Toti prepara la difesa per l'interrogatorio (dopo nove giorni di silenzio): «Non ho commesso reati»
Il governatore (sospeso) della Liguria ancora agli arresti: davanti ai pm il 27 o il 28 maggio. Ma lui avrebbe preferito tempi più rapidi
DAL NOSTRO INVIATO
GENOVA - «Al netto delle solite polemiche di chi rema contro la realizzazione di ogni infrastruttura, noi andiamo avanti spediti, anticipando le risorse necessarie». Era il 18 aprile. Un mese fa, ma sembra una vita. Giovanni Toti prendeva parte al Consiglio regionale, ancora non sapeva che sarebbe stato l’ultimo, perché era una seduta importante. La giunta aveva deliberato l’anticipo di un contributo da 57 milioni di euro all’Autorità portuale, che avrebbe utilizzato quello cospicua somma «per garantire la completa copertura finanziaria» del secondo lotto della nuova diga foranea. Martedì prossimo dovrebbe essere messo ai voti il provvedimento, ma il condizionale è d’obbligo.
Tutti dipendono ancora da Toti, in qualche modo. Da quello che dirà e che farà un uomo impossibilitato a comunicare con l’esterno da ormai nove giorni, il cui destino non dipende più dall’attualità politica ma sta ormai prendendo il piano inclinato dalla cronaca giudiziaria. L’interrogatorio del presidente della Regione Liguria si terrà verosimilmente il 27 o il 28 maggio. Sono le due date che la procura genovese ha cerchiato in rosso all’avvocato Stefano Savi, che difende il governatore e ieri ha ribadito la versione del suo assistito e la linea che intende tenere. «Non ho commesso alcun reato», dice Toti, che ripete, come ha fatto fin dal primo giorno, di non avere alcuna intenzione di dimettersi, per poi aggiungere che ora pensa solo ad arrivare «preparato» al confronto con i magistrati. Fino a qui, siamo nel solco dell’ufficialità, o quasi. La verità è che Toti avrebbe preferito tempi più rapidi per presentarsi in procura, rispondere alle domande degli inquirenti e chiedere, in base all’esito dell’incontro, la revoca della misura cautelare. Ma la scelta della data non era più nella sua disponibilità dal momento in cui si era avvalso della facoltà di non rispondere all’interrogatorio di garanzia seguito al suo arresto.

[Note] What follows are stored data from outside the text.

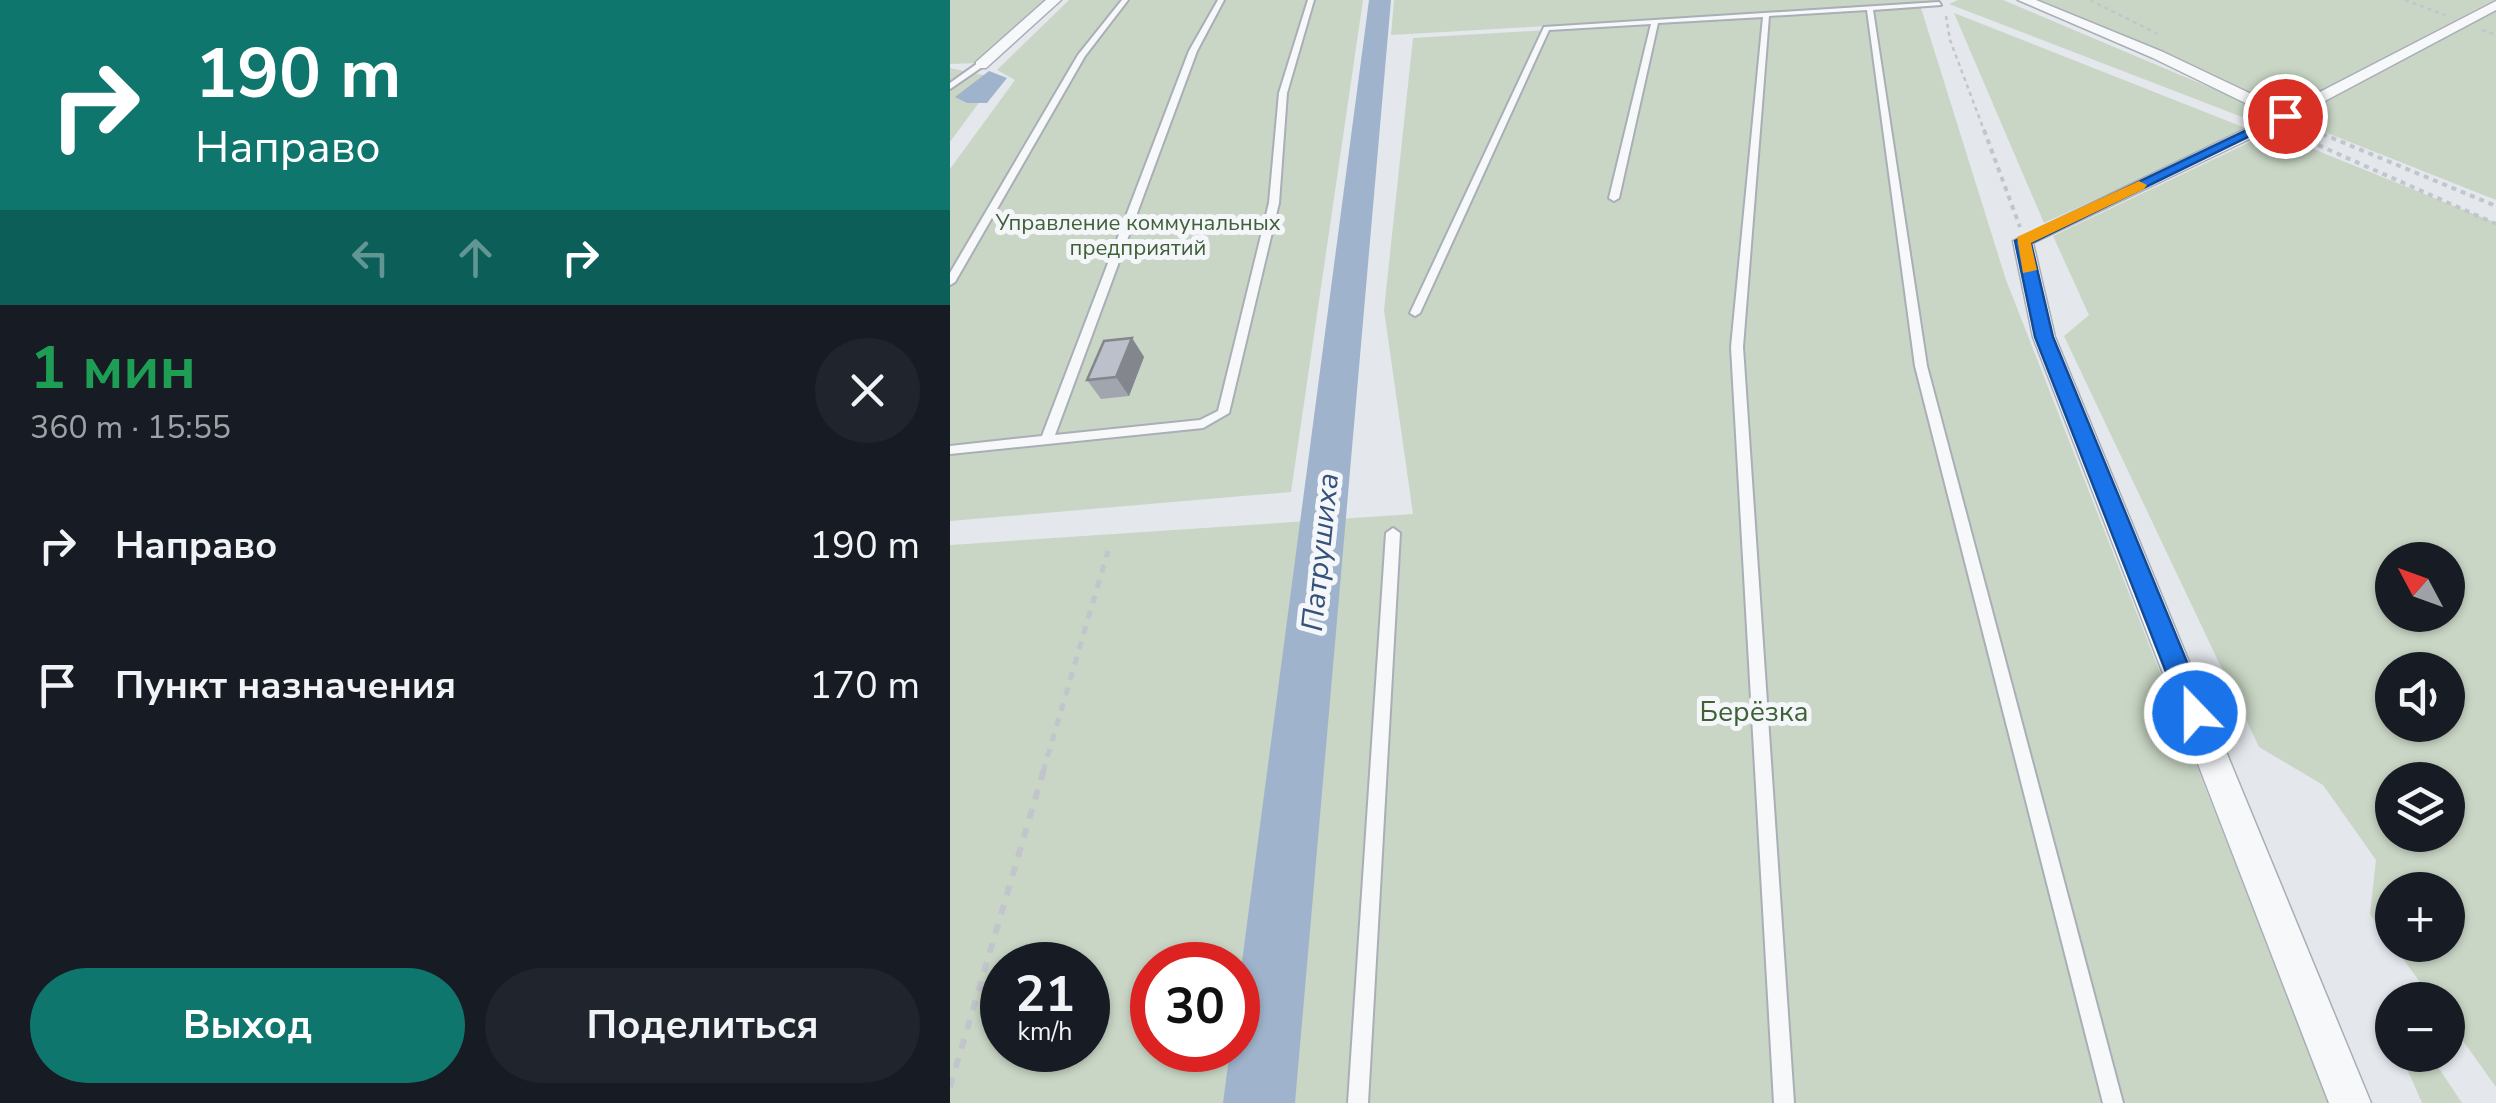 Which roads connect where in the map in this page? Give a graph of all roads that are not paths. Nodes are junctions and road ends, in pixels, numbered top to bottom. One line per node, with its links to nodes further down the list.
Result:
1 (1054, 0): 11 (street)
2 (1125, 0): 15 (lane)
3 (1222, 0): 17 (lane)
4 (1311, 0): 17 (lane)
5 (2026, 0): 13 (street)
6 (1939, 4): 8 (lane)
7 (2496, 4): 13 (street)
8 (1870, 10): 9 (lane); 22 (lane)
9 (1766, 16): 10 (lane); 21 (lane)
10 (1655, 23): 14 (lane); 16 (lane)
11 (981, 64): 12 (lane)
12 (950, 87)
13 (2277, 120): 23 (street)
14 (1614, 198)
15 (950, 282)
16 (1415, 312)
17 (1047, 439): 18 (lane)
18 (950, 450)
19 (1393, 533): 20 (lane)
20 (1358, 1103)
21 (1784, 1103)
22 (2113, 1103)
23 (2350, 1103)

La procura ha quindi imposto i propri ritmi, che prevedono il completamento delle audizioni di tutte le persone indagate e dei testimoni più importanti. Tra i quali figura anche il sindaco di Genova, Marco Bucci. È uno snodo molto delicato, per tutte le parti in causa. L’audizione della figura istituzionale con la quale ha maggiormente collaborato negli ultimi anni, potrebbe avere un impatto sulla posizione di Toti. I magistrati si stanno chiedendo se sentire Bucci prima o dopo il presidente della Regione Liguria. Toti tenterà di chiarire gli addebiti, sostenendo di non avere agito «a senso unico» per favorire Aldo Spinelli, ma di esser stato a suo modo «vittima» della sua tecnica «martellante». Chiedere sempre, di tutto.

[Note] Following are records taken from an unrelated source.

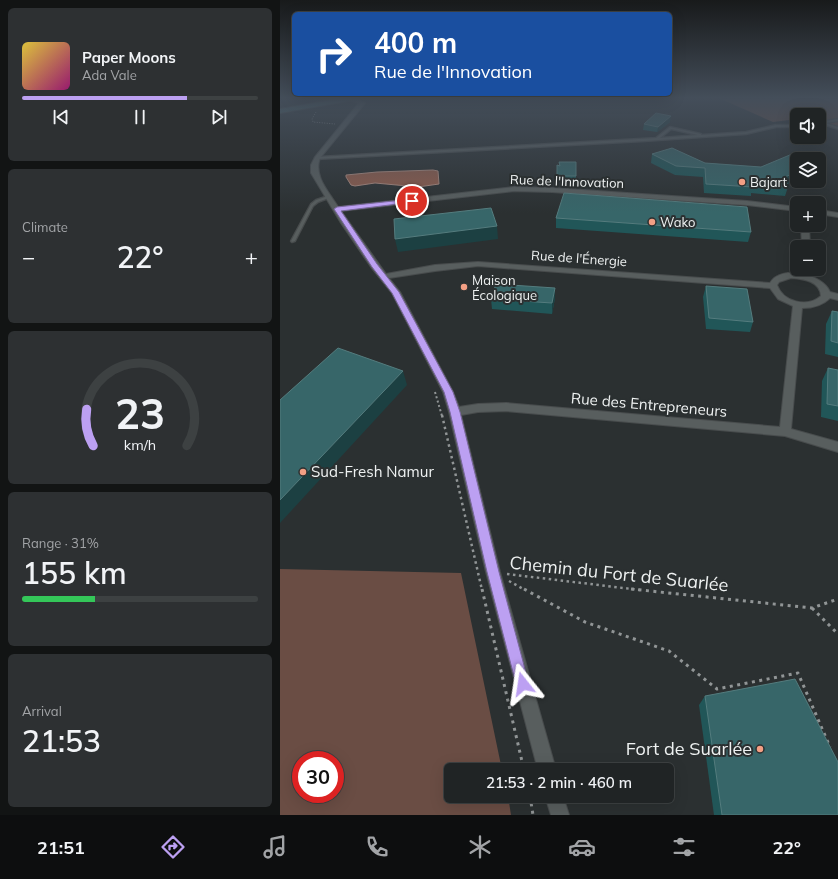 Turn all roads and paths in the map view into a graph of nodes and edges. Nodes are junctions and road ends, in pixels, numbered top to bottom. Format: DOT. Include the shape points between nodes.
graph roads {
  1 [pos="334,137"];
  2 [pos="659,137"];
  3 [pos="689,137"];
  4 [pos="657,139"];
  5 [pos="317,158"];
  6 [pos="329,196"];
  7 [pos="790,208"];
  8 [pos="337,209"];
  9 [pos="826,213"];
  10 [pos="838,215"];
  11 [pos="293,241"];
  12 [pos="790,275"];
  13 [pos="806,276"];
  14 [pos="383,277"];
  15 [pos="774,286"];
  16 [pos="826,294"];
  17 [pos="838,297"];
  18 [pos="798,304"];
  19 [pos="434,390"];
  20 [pos="455,412"];
  21 [pos="785,432"];
  22 [pos="838,447"];
  23 [pos="493,572"];
  24 [pos="838,599"];
  25 [pos="812,608"];
  26 [pos="838,634"];
  27 [pos="832,751"];
  28 [pos="522,763"];
  29 [pos="545,763"];
  30 [pos="531,803"];
  31 [pos="556,803"];
  32 [pos="533,815"];
  33 [pos="560,815"];
  1 -- 5 [label="street"];
  2 -- 4 [label="lane"];
  3 -- 4 [label="lane"];
  4 -- 5 [label="lane"];
  5 -- 6 [label="street" via="314,173"];
  6 -- 8 [label="street"];
  6 -- 11 [label="lane" via="312,205"];
  7 -- 8 [label="street, Rue de l'Innovation" via="560,190 514,190"];
  8 -- 14 [label="street"];
  9 -- 10 [label="street"];
  12 -- 15 [label="street" via="776,280"];
  13 -- 16 [label="street" via="820,284"];
  14 -- 15 [label="street, Rue de l'Énergie" via="478,264"];
  14 -- 20 [label="street" via="396,292 448,392"];
  15 -- 18 [label="street" via="780,297"];
  16 -- 17 [label="street"];
  16 -- 18 [label="street" via="819,303"];
  18 -- 21 [label="street"];
  19 -- 28 [label="path" via="444,422"];
  20 -- 21 [label="street, Rue des Entrepreneurs" via="506,407"];
  20 -- 23 [label="street"];
  21 -- 22 [label="street, Rue des Entrepreneurs"];
  23 -- 25 [label="path, Chemin du Fort de Suarlée"];
  23 -- 27 [label="path, Chemin du Fort de Suarlée" via="585,622 669,652 717,689 798,673"];
  23 -- 29 [label="street"];
  24 -- 25 [label="path, Chemin du Fort de Suarlée"];
  25 -- 26 [label="path"];
  30 -- 32 [label="path"];
  31 -- 33 [label="street"];
}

Secondo la difesa, le rassicurazioni di Toti erano vaghe promesse, spesso irrealizzabili, fatte al fine di silenziare l’imprenditore. Sul celebre Terminal Rinfuse, sosterrà che la concessione di trent’anni sarebbe rimasta sulla carta, perché la costruzione della diga foranea avrebbe comunque messo in discussione l’esistenza di uno spazio dedicato alle merci da stiva, che sarebbe poi stato trasferito a Savona. Farsi sentire dai magistrati, ammorbidire la propria posizione, ottenere da loro un parere positivo alla revoca della custodia cautelare, e presentare così al giudice una istanza di scarcerazione.
La strategia giudiziaria è chiara. Quella politica rimane una incognita. L’ipotesi di un «patto» con la procura su eventuali dimissioni da rendere dopo l’interrogatorio è solo un auspicio fatto da una macchina istituzionale in stallo. Non ci saranno «aiutini» in tal senso. Toti deciderà il proprio destino dopo aver parlato con i suoi alleati. Ma al tempo stesso, appare chiaro anche alla sua stessa maggioranza che un uomo reduce da almeno venti giorni agli arresti, indagato per reati molto gravi, non può riprendere le proprie funzioni come se niente fosse. E il voto su quei 57 milioni di euro destinati a una diga foranea della quale il presidente sosteneva nelle intercettazioni che fosse «sostanzialmente per Spinelli», è una responsabilità che in pochi hanno voglia di prendersi.